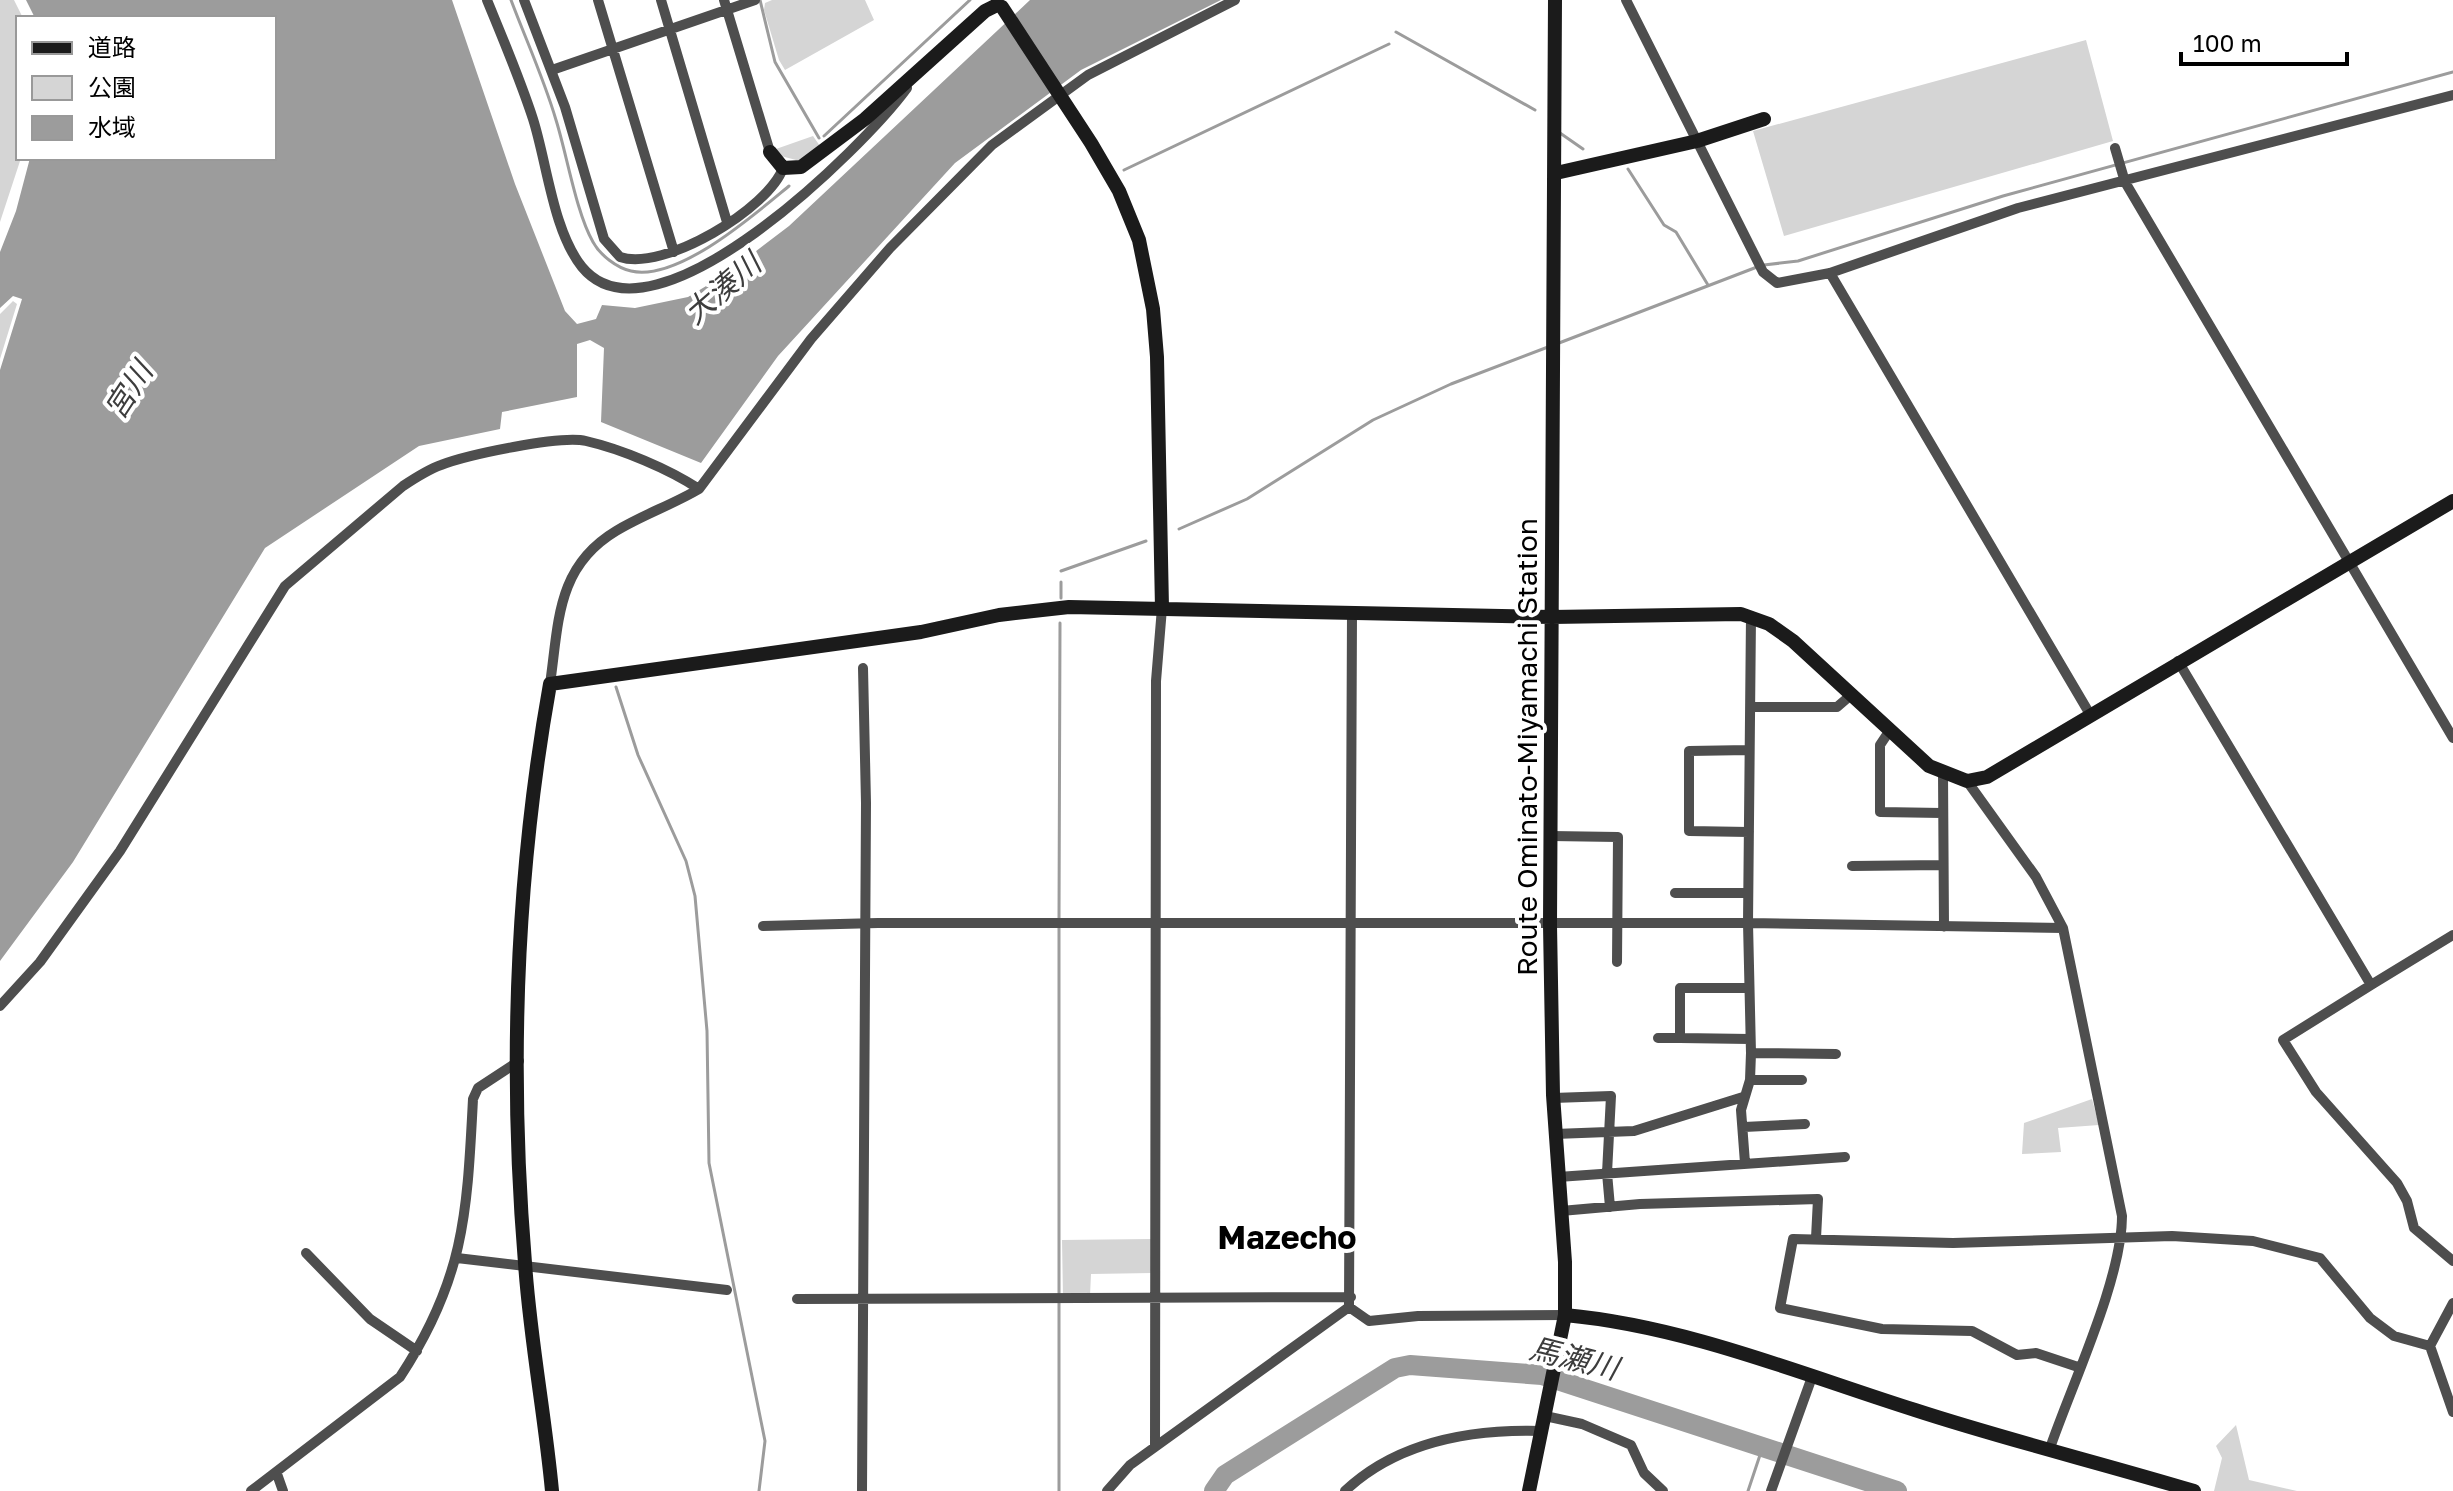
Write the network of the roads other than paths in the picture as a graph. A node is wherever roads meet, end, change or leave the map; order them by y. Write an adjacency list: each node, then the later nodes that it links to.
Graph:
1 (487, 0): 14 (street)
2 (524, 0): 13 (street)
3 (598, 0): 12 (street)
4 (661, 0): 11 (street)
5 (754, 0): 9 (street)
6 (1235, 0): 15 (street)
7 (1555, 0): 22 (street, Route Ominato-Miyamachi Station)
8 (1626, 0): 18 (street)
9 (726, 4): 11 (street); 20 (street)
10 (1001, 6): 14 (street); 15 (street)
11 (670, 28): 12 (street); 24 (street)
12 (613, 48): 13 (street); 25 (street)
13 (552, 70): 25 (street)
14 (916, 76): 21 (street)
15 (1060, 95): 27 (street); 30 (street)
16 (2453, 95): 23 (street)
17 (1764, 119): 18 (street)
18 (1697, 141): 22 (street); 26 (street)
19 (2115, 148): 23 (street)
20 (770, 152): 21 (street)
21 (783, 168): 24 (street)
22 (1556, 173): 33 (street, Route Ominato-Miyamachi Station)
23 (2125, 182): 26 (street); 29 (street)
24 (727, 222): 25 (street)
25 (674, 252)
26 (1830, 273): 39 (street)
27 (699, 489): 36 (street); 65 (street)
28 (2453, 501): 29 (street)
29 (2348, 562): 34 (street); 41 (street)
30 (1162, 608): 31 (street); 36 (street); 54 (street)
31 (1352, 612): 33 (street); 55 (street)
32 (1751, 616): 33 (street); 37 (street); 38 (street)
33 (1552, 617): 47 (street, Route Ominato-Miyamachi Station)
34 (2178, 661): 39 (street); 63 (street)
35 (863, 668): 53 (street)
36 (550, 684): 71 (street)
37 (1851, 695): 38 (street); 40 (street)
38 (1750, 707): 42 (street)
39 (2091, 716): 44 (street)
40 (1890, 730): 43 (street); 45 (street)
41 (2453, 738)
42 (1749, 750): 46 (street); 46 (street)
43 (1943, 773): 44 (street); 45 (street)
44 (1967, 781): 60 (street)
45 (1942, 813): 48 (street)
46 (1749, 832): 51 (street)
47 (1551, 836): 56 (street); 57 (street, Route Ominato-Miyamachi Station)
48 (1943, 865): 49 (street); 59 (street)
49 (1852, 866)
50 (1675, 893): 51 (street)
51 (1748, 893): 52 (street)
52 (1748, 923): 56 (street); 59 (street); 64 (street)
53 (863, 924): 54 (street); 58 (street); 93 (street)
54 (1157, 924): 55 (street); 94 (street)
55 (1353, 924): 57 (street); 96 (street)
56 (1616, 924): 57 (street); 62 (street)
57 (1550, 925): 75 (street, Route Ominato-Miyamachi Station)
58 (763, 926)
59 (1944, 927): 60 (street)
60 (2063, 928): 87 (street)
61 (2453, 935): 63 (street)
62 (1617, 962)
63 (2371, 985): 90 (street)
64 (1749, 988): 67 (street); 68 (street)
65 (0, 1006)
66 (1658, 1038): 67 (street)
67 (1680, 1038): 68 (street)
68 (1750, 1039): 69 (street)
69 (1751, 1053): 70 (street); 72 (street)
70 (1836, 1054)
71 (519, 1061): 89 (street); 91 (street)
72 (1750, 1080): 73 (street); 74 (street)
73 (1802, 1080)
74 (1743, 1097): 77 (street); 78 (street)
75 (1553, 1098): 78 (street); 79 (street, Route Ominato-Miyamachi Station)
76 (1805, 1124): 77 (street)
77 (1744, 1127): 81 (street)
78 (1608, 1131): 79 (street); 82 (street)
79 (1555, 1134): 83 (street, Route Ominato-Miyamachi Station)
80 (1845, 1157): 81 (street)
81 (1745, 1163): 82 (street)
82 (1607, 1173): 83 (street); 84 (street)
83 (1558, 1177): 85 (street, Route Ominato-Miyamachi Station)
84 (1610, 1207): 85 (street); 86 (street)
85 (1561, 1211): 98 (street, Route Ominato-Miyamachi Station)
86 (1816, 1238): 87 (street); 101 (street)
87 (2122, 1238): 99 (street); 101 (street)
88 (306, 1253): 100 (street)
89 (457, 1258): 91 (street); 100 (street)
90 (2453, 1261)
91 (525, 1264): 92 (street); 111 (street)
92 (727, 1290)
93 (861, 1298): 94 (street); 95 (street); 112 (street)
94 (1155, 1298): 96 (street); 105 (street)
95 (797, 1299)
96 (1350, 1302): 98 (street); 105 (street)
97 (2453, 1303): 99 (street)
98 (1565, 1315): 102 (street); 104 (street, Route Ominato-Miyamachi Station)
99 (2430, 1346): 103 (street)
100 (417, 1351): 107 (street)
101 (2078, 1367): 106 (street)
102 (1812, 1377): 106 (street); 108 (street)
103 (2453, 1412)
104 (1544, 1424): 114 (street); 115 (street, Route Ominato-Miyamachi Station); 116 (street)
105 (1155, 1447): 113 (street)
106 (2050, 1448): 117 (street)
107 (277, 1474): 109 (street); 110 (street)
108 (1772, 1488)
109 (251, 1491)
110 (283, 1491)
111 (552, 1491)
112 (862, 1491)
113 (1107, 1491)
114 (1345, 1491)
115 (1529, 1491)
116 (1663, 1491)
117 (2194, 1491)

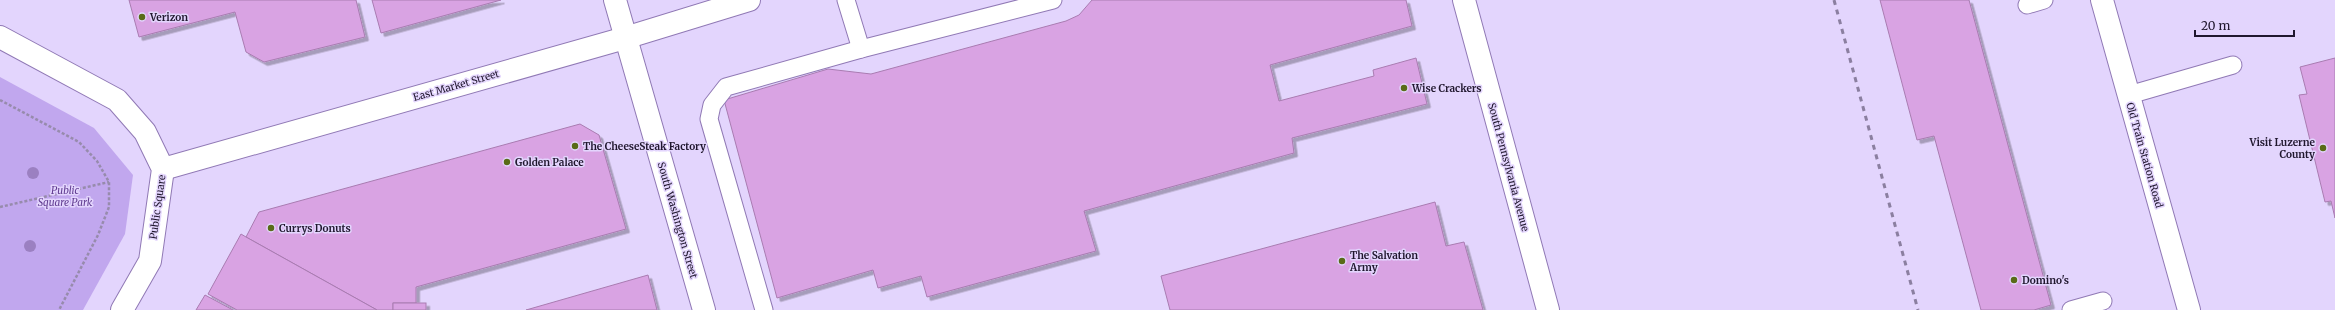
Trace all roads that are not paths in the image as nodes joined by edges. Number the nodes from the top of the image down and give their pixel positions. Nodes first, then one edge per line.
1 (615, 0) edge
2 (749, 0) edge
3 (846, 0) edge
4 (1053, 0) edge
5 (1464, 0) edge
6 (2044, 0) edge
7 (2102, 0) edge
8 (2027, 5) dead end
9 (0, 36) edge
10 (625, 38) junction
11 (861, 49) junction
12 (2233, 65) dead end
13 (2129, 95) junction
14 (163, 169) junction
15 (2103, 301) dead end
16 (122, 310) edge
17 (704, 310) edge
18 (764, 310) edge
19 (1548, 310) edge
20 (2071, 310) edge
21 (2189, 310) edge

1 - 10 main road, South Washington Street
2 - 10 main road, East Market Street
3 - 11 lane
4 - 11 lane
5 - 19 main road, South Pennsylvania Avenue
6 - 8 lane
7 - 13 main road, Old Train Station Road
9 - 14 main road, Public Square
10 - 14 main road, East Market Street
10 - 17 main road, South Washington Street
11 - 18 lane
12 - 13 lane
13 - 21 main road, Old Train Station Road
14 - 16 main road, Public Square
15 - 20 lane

:::::

### Directions:
Could you copy all of the entries above exactly, without the pictures?

### Task response:
Write the network of the roads other than paths in the picture as a graph. A node is wherever roads meet, end, change or leave the map; order them by y. Write an adjacency list: each node, then the later nodes that it links to.
Graph:
1 (487, 0): 14 (street)
2 (524, 0): 13 (street)
3 (598, 0): 12 (street)
4 (661, 0): 11 (street)
5 (754, 0): 9 (street)
6 (1235, 0): 15 (street)
7 (1555, 0): 22 (street, Route Ominato-Miyamachi Station)
8 (1626, 0): 18 (street)
9 (726, 4): 11 (street); 20 (street)
10 (1001, 6): 14 (street); 15 (street)
11 (670, 28): 12 (street); 24 (street)
12 (613, 48): 13 (street); 25 (street)
13 (552, 70): 25 (street)
14 (916, 76): 21 (street)
15 (1060, 95): 27 (street); 30 (street)
16 (2453, 95): 23 (street)
17 (1764, 119): 18 (street)
18 (1697, 141): 22 (street); 26 (street)
19 (2115, 148): 23 (street)
20 (770, 152): 21 (street)
21 (783, 168): 24 (street)
22 (1556, 173): 33 (street, Route Ominato-Miyamachi Station)
23 (2125, 182): 26 (street); 29 (street)
24 (727, 222): 25 (street)
25 (674, 252)
26 (1830, 273): 39 (street)
27 (699, 489): 36 (street); 65 (street)
28 (2453, 501): 29 (street)
29 (2348, 562): 34 (street); 41 (street)
30 (1162, 608): 31 (street); 36 (street); 54 (street)
31 (1352, 612): 33 (street); 55 (street)
32 (1751, 616): 33 (street); 37 (street); 38 (street)
33 (1552, 617): 47 (street, Route Ominato-Miyamachi Station)
34 (2178, 661): 39 (street); 63 (street)
35 (863, 668): 53 (street)
36 (550, 684): 71 (street)
37 (1851, 695): 38 (street); 40 (street)
38 (1750, 707): 42 (street)
39 (2091, 716): 44 (street)
40 (1890, 730): 43 (street); 45 (street)
41 (2453, 738)
42 (1749, 750): 46 (street); 46 (street)
43 (1943, 773): 44 (street); 45 (street)
44 (1967, 781): 60 (street)
45 (1942, 813): 48 (street)
46 (1749, 832): 51 (street)
47 (1551, 836): 56 (street); 57 (street, Route Ominato-Miyamachi Station)
48 (1943, 865): 49 (street); 59 (street)
49 (1852, 866)
50 (1675, 893): 51 (street)
51 (1748, 893): 52 (street)
52 (1748, 923): 56 (street); 59 (street); 64 (street)
53 (863, 924): 54 (street); 58 (street); 93 (street)
54 (1157, 924): 55 (street); 94 (street)
55 (1353, 924): 57 (street); 96 (street)
56 (1616, 924): 57 (street); 62 (street)
57 (1550, 925): 75 (street, Route Ominato-Miyamachi Station)
58 (763, 926)
59 (1944, 927): 60 (street)
60 (2063, 928): 87 (street)
61 (2453, 935): 63 (street)
62 (1617, 962)
63 (2371, 985): 90 (street)
64 (1749, 988): 67 (street); 68 (street)
65 (0, 1006)
66 (1658, 1038): 67 (street)
67 (1680, 1038): 68 (street)
68 (1750, 1039): 69 (street)
69 (1751, 1053): 70 (street); 72 (street)
70 (1836, 1054)
71 (519, 1061): 89 (street); 91 (street)
72 (1750, 1080): 73 (street); 74 (street)
73 (1802, 1080)
74 (1743, 1097): 77 (street); 78 (street)
75 (1553, 1098): 78 (street); 79 (street, Route Ominato-Miyamachi Station)
76 (1805, 1124): 77 (street)
77 (1744, 1127): 81 (street)
78 (1608, 1131): 79 (street); 82 (street)
79 (1555, 1134): 83 (street, Route Ominato-Miyamachi Station)
80 (1845, 1157): 81 (street)
81 (1745, 1163): 82 (street)
82 (1607, 1173): 83 (street); 84 (street)
83 (1558, 1177): 85 (street, Route Ominato-Miyamachi Station)
84 (1610, 1207): 85 (street); 86 (street)
85 (1561, 1211): 98 (street, Route Ominato-Miyamachi Station)
86 (1816, 1238): 87 (street); 101 (street)
87 (2122, 1238): 99 (street); 101 (street)
88 (306, 1253): 100 (street)
89 (457, 1258): 91 (street); 100 (street)
90 (2453, 1261)
91 (525, 1264): 92 (street); 111 (street)
92 (727, 1290)
93 (861, 1298): 94 (street); 95 (street); 112 (street)
94 (1155, 1298): 96 (street); 105 (street)
95 (797, 1299)
96 (1350, 1302): 98 (street); 105 (street)
97 (2453, 1303): 99 (street)
98 (1565, 1315): 102 (street); 104 (street, Route Ominato-Miyamachi Station)
99 (2430, 1346): 103 (street)
100 (417, 1351): 107 (street)
101 (2078, 1367): 106 (street)
102 (1812, 1377): 106 (street); 108 (street)
103 (2453, 1412)
104 (1544, 1424): 114 (street); 115 (street, Route Ominato-Miyamachi Station); 116 (street)
105 (1155, 1447): 113 (street)
106 (2050, 1448): 117 (street)
107 (277, 1474): 109 (street); 110 (street)
108 (1772, 1488)
109 (251, 1491)
110 (283, 1491)
111 (552, 1491)
112 (862, 1491)
113 (1107, 1491)
114 (1345, 1491)
115 (1529, 1491)
116 (1663, 1491)
117 (2194, 1491)

Trace all roads that are not paths in the image as nodes joined by edges. Number the nodes from the top of the image down and give their pixel positions. Nodes first, then one edge per line.
1 (615, 0) edge
2 (749, 0) edge
3 (846, 0) edge
4 (1053, 0) edge
5 (1464, 0) edge
6 (2044, 0) edge
7 (2102, 0) edge
8 (2027, 5) dead end
9 (0, 36) edge
10 (625, 38) junction
11 (861, 49) junction
12 (2233, 65) dead end
13 (2129, 95) junction
14 (163, 169) junction
15 (2103, 301) dead end
16 (122, 310) edge
17 (704, 310) edge
18 (764, 310) edge
19 (1548, 310) edge
20 (2071, 310) edge
21 (2189, 310) edge

1 - 10 main road, South Washington Street
2 - 10 main road, East Market Street
3 - 11 lane
4 - 11 lane
5 - 19 main road, South Pennsylvania Avenue
6 - 8 lane
7 - 13 main road, Old Train Station Road
9 - 14 main road, Public Square
10 - 14 main road, East Market Street
10 - 17 main road, South Washington Street
11 - 18 lane
12 - 13 lane
13 - 21 main road, Old Train Station Road
14 - 16 main road, Public Square
15 - 20 lane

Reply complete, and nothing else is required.